◆ REQUIRED WORK: Among the records below, find each line containing the word "main" and copy it.

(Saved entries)

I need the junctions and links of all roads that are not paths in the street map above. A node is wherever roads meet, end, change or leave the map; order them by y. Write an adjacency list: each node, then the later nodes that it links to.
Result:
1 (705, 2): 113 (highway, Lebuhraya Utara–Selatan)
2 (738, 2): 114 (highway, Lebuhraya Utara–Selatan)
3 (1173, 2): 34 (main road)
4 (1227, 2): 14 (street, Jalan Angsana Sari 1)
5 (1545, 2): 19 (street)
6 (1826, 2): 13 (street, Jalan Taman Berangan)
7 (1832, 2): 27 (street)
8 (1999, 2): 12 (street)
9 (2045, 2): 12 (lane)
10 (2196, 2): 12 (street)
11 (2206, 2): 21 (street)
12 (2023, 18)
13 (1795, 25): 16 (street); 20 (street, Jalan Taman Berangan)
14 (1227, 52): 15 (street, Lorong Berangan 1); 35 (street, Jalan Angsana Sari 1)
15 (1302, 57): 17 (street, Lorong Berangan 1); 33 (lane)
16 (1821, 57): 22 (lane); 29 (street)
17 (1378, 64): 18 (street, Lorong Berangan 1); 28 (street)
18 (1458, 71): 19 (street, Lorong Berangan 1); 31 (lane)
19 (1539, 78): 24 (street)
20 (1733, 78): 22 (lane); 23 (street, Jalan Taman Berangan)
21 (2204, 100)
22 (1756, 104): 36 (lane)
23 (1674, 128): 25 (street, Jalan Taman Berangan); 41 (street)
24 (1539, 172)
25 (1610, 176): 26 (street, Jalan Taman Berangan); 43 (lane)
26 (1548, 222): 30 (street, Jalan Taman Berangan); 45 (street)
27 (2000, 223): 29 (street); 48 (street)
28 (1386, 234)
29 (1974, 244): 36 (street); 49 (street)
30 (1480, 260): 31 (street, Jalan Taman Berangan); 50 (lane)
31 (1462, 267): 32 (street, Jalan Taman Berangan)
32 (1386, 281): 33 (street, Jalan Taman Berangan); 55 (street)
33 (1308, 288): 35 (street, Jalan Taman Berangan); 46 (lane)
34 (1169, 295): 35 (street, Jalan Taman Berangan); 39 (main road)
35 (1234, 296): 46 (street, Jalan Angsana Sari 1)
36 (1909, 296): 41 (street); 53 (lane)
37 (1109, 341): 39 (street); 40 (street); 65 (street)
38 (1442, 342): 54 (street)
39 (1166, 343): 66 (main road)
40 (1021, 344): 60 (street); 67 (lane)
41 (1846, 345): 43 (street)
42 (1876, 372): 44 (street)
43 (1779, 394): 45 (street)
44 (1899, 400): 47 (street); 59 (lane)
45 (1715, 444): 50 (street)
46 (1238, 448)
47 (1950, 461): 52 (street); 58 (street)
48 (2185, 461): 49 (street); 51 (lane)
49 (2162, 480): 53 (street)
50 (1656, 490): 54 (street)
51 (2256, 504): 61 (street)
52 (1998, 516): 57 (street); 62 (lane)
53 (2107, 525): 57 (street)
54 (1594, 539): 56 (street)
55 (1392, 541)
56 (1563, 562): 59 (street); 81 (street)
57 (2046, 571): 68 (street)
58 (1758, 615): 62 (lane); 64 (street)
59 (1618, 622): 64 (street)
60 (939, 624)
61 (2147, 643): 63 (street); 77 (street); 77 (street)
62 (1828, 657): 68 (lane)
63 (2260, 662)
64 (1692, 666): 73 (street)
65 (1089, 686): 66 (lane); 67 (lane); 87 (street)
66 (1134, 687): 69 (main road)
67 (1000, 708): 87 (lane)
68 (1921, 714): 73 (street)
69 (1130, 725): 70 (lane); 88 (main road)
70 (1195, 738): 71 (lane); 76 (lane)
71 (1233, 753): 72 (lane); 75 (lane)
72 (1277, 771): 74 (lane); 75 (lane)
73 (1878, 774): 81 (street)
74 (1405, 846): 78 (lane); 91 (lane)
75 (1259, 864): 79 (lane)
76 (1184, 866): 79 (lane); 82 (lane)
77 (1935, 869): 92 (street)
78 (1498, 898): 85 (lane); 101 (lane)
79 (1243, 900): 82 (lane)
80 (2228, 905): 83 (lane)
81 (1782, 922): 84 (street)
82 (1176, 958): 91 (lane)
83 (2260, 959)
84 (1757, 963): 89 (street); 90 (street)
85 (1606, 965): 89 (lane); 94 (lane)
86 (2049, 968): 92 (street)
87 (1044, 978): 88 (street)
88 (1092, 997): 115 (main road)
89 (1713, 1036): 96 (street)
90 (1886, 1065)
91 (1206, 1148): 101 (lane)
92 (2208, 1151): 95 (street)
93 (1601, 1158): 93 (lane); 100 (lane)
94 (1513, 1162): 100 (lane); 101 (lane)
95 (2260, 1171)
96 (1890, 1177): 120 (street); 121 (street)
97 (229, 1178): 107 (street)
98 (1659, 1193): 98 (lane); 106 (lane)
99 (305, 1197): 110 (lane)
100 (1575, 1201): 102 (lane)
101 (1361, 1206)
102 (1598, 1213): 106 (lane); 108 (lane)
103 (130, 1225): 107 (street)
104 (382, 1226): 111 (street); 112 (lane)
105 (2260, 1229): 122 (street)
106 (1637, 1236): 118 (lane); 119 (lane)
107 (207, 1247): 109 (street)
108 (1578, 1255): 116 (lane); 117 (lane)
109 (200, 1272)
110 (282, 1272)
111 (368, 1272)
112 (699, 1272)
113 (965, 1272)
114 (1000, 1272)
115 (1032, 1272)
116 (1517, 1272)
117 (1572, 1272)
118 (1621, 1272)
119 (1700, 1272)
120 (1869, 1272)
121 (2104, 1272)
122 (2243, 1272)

◆ WRITTEN REPLY:
3 (1173, 2): 34 (main road)
34 (1169, 295): 35 (street, Jalan Taman Berangan); 39 (main road)
39 (1166, 343): 66 (main road)
66 (1134, 687): 69 (main road)
69 (1130, 725): 70 (lane); 88 (main road)
88 (1092, 997): 115 (main road)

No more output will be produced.